The Woman in Red is a fictional character that first appeared in the period known to comic book historians as the Golden Age of Comic Books. Created by writer Richard E. Hughes and artist George Mandel, she first appeared in Thrilling Comics #2 (March 1940), published by Nedor Comics. The character was later revived by writer Alan Moore for America's Best Comics. She would also be used by Dynamite Entertainment in Project Superpowers Chapter Two.

==Nedor Comics==
The Woman in Red is the secret identity of policewoman Peggy Allen. Frustrated by the limitations of her job, Peggy creates a secret identity. As the Woman in Red, she wears a red, floor-length coat, hood, and mask. Among her opponents are the Spirit Killer, and cultists of the African death god Voa.

The Woman in Red made her debut in Thrilling Comics #2 (March 1940). Comics historian Trina Robbins has identified the Woman in Red as the first masked female crime fighter, preceding such better known characters as Wonder Woman, Phantom Lady, and Mary Marvel, with Fantomah, who debuted one month earlier, being one of the earliest superheroines. While the Woman in Red never made a cover appearance, she continued to appear regularly in issues of Thrilling Comics. Her last Golden Age appearance was in issue #46 (February 1945).

==Appearance==
In the original 1940 comics, when working as a police officer, Peggy Allen is very rarely depicted in any sort of uniform. Instead, she wears fairly modest but smart clothes, such as a shirt and skirt. She styles her ginger hair in a bob cut just above her shoulders. When she becomes the Woman in Red, she dons a floor-length red coat with a hood and red domino mask and a pair of red heels. Through her revivals in various other comics, her outfit remains very similar.

==AC Comics==
In 1990, the Woman in Red was revived by AC Comics in issue #29 of Femforce.

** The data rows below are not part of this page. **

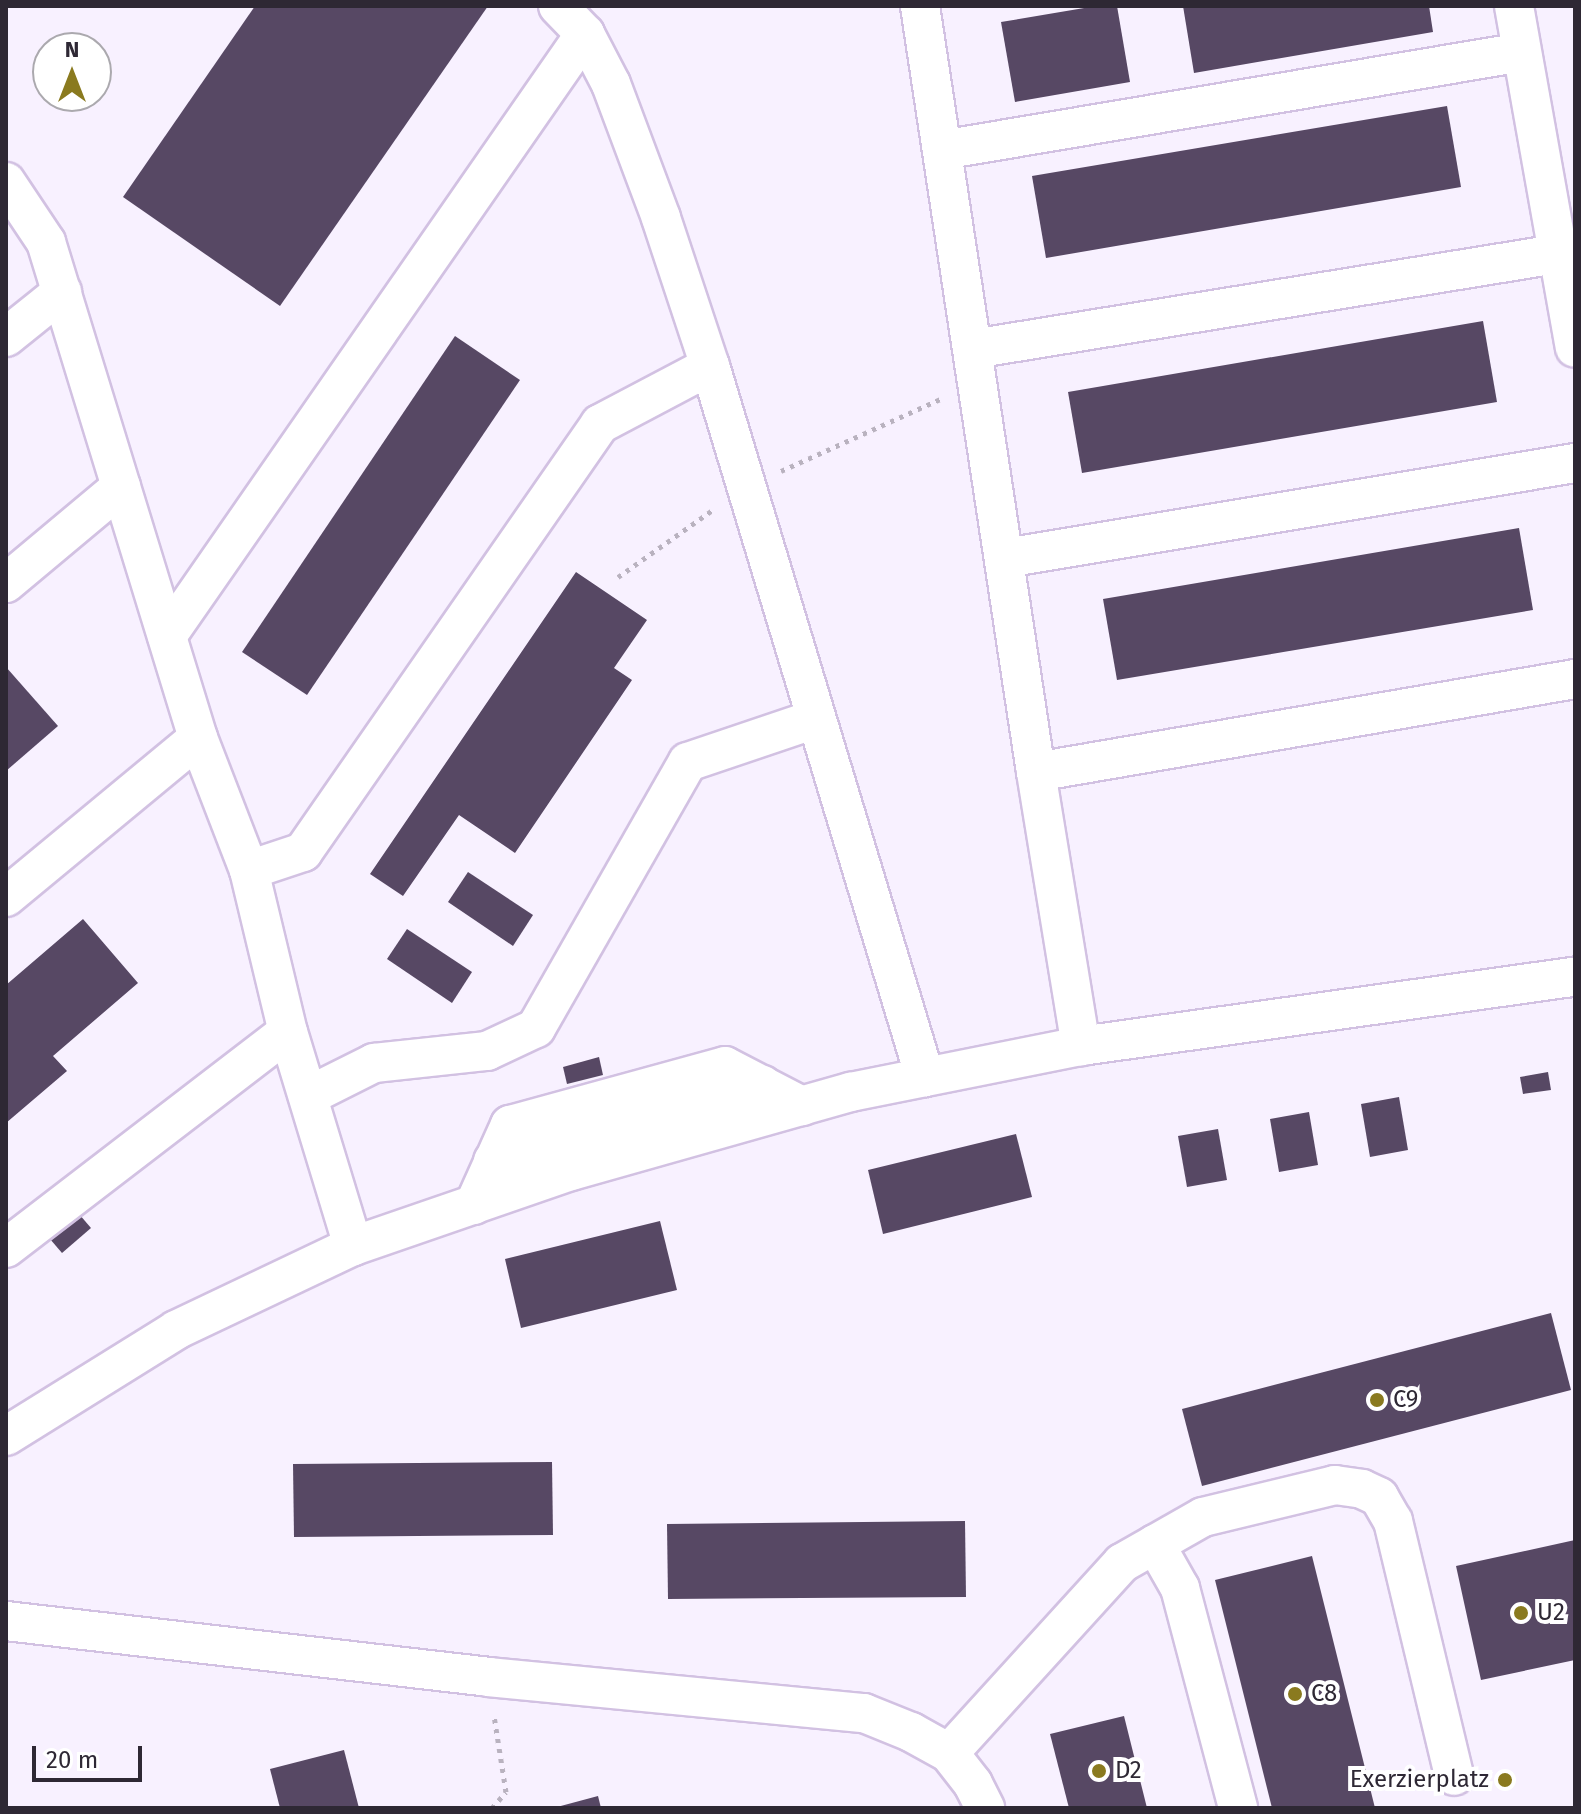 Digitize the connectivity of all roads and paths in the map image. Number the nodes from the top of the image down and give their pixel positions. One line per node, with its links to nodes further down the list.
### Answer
1 (558, 6): 4 (lane)
2 (920, 6): 6 (lane)
3 (1514, 6): 5 (lane)
4 (585, 34): 13 (lane); 21 (lane)
5 (1522, 52): 6 (lane); 8 (lane)
6 (942, 150): 12 (lane)
7 (6, 182): 9 (lane)
8 (1567, 253): 11 (lane); 12 (lane)
9 (62, 292): 10 (lane); 16 (lane)
10 (6, 337)
11 (1575, 348)
12 (973, 349): 14 (lane)
13 (710, 366): 17 (lane); 26 (lane)
14 (979, 389): 17 (path); 18 (lane)
15 (1575, 463): 18 (lane)
16 (121, 487): 20 (lane); 21 (lane)
17 (746, 487): 19 (path); 23 (lane)
18 (1006, 558): 25 (lane)
19 (618, 577)
20 (6, 583)
21 (167, 636): 24 (lane)
22 (1575, 679): 25 (lane)
23 (815, 719): 31 (lane); 32 (lane)
24 (198, 738): 26 (lane); 27 (lane)
25 (1036, 772): 30 (lane)
26 (249, 870): 29 (lane)
27 (6, 897)
28 (1575, 977): 30 (lane)
29 (288, 1032): 32 (lane); 36 (lane)
30 (1081, 1046): 31 (lane)
31 (925, 1077): 33 (lane)
32 (308, 1096): 35 (lane)
33 (802, 1106): 34 (lane); 34 (lane)
34 (474, 1205): 35 (lane)
35 (353, 1246): 37 (lane)
36 (6, 1248)
37 (6, 1436)
38 (1155, 1544): 41 (lane); 42 (lane); 45 (lane)
39 (6, 1621): 40 (lane)
40 (488, 1677): 41 (lane); 43 (path)
41 (949, 1753): 44 (lane)
42 (1454, 1776)
43 (492, 1808)
44 (985, 1808)
45 (1238, 1808)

== Dynamite Entertainment ==
Dynamite used the character first in Project Superpowers Chapter Two, where she is shown teaming up with Miss Masque and Lady Satan. This team is explored more in the comic called Scarlett Sisters released in 2022.

==America's Best Comics==
Alan Moore revived the Woman in Red, along with many other Nedor Comics characters, for his Tom Strong series. In Tom Strong #11 (January 2001), the Woman in Red is revealed to be a member of SMASH, a superhero team that had been placed in suspended animation after an alien invasion from the Moon in 1969. She is revived 30 years later thanks to the efforts of Tom Strong. SMASH disbands shortly thereafter. When SMASH reforms three years later, the Woman in Red rejoins the team.

Moore also changed the Woman in Red's history for this revival. Sometime after World War II, the Woman in Red came into the possession of a mysterious ruby crystal. This crystal gives her the powers of flight and energy projection. Prolonged contact with the crystal eventually turns her skin a shade of crimson. At first embarrassed by her skin color, she begins wearing a leather costume that covers her from head to toe. She eventually comes to terms with her condition and adopts a costume resembling a one-piece bathing suit.

==Powers and abilities==
Originally, the Woman in Red had no superpowers but was a skilled hand-to-hand combatant and markswoman. When revived by ABC, after coming into possession of a ruby crystal, the Woman in Red acquires the ability to fly and project energy. Her body is turned into a shade of crimson after prolonged exposure with the crystal.

==Film==
The Woman in Red appears alongside other Golden Age superheroes in the 2010 independent film Avenging Force: The Scarab, portrayed by Alix Pasquet.